To evaluate the ability of the PILIMs to separate target metal ions, a separation factor (${\alpha }_{M1/M2}$) was determined as follows (Equation (2)). This factor allows us to know the efficiency of the process to separate the metal ions by specific PILIMs. The higher ${\alpha }_{M1/M2}$, the more selective the separation by the specific PILIMs.

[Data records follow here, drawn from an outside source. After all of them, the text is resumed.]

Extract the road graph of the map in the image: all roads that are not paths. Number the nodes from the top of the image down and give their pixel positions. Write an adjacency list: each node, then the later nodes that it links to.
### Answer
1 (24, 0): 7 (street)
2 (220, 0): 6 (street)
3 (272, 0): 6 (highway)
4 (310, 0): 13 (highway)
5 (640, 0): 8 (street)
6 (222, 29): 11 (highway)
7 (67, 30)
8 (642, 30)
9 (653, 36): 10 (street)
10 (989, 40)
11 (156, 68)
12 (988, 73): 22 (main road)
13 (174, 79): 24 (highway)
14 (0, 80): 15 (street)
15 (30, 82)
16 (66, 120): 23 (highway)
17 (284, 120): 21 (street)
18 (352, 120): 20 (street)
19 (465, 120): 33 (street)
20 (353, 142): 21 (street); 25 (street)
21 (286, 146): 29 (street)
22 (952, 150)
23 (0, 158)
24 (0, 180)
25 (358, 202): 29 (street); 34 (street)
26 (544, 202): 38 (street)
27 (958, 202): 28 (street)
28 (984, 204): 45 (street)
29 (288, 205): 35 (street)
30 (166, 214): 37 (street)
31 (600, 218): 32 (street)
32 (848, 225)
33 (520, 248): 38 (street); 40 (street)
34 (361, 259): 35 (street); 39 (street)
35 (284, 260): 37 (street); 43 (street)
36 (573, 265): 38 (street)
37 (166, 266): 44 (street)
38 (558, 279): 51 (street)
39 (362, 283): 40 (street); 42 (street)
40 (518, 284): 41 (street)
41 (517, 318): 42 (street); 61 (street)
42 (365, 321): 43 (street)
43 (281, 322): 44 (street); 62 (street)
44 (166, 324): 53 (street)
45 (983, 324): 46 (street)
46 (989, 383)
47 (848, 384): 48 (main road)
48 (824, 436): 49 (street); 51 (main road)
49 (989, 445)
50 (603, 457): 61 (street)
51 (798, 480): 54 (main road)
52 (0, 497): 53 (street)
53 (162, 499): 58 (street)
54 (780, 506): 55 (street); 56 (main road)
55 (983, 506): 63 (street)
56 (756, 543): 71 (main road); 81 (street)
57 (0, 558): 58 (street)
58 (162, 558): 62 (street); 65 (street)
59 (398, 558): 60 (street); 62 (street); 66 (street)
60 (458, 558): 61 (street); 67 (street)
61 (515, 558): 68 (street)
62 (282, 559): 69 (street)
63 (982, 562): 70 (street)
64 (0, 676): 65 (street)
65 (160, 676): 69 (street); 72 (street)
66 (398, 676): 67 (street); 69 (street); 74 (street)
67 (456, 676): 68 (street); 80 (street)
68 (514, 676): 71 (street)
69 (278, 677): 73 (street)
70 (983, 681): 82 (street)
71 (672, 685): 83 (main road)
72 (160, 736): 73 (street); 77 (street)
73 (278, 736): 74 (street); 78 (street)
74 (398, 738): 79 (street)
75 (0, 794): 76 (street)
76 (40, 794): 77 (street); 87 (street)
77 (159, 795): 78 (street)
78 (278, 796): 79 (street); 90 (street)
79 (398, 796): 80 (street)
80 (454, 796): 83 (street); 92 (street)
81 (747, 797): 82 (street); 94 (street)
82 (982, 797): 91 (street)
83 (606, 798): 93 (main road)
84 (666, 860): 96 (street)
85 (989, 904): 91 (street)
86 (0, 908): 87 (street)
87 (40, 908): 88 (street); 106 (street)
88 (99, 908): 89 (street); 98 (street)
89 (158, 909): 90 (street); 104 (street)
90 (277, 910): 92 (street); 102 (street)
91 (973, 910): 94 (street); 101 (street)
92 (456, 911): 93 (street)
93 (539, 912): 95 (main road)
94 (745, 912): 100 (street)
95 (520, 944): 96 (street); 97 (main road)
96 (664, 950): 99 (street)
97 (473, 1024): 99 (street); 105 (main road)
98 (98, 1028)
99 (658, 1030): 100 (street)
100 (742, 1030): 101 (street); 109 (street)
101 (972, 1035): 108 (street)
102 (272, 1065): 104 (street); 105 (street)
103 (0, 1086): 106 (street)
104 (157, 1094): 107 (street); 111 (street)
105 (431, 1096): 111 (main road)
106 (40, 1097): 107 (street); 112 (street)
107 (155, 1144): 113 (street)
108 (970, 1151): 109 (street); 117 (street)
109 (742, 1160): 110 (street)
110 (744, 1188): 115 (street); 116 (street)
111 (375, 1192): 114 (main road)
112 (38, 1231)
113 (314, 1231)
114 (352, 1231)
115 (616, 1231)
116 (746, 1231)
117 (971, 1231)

$${\alpha }_{M1/M2}=\frac{\raisebox{1ex}{$C_{{rM}_1}$}\!\left/ \!\raisebox{-1ex}{$C_{{fM}_1}$}\right.}{\raisebox{1ex}{$C_{{rM}_2}$}\!\left/ \!\raisebox{-1ex}{$C_{{fM}_2}$}\right.}$$

(2)

where $C_{{rM}_1}$ and $C_{{fM}_1}$ represent the concentration of the metal ion $M1$ in the receiving and feed phase, respectively, and $C_{{rM}_2}$ and $C_{{fM}_2}$ represent the concentration of the metal ion $M2$ in the receiving and feed phase, respectively.

2.5. Analytical Method

The determination of metal ions concentrations, including Zn(II), Cd(II), Cu(II), and Fe(III), was carried out using a Varian, Spectra 10 Plus model, atomic absorption spectrophotometer. As an internal emission source, a specific hollow cathode lamp for zinc, cadmium, iron and copper is used. The calibrating of the equipment was carried out using metal ion standards at concentrations of 0, 0.1, 0.5, 1, 1.5 and 2 mg/L. from a commercial standard of 1000 mg/L. The correlation coefficient of the calibration curves (r²) was greater than 0.99. The working conditions were oxidant: air (3.5 mL/min) and fuel: acetylene (1.5 mL/min). To monitor the sorption of metal ions, periodic samples were withdrawn from the aqueous solutions for analysis.

3. Results

3.1. Stability of Polymer Ionic Liquid Inclusion Membranes Based on [omim⁺][PF₆⁻] and [MTOA⁺][Cl⁻] to Aqueous Medium/Hydrochloride Solutions

Water’s widespread use as a universal solvent is attributed to its polarity. Research studies have shown that some supported ionic liquid membranes, for instance, those based on nylon support, exhibit instability when they come into contact with polar solvents like water [17]. The immobilization of the ionic liquid as a polymeric inclusion ionic liquids membrane could enhance the stability of the ionic liquids membrane and could increase the amount of active phase (ionic liquids) in the membrane.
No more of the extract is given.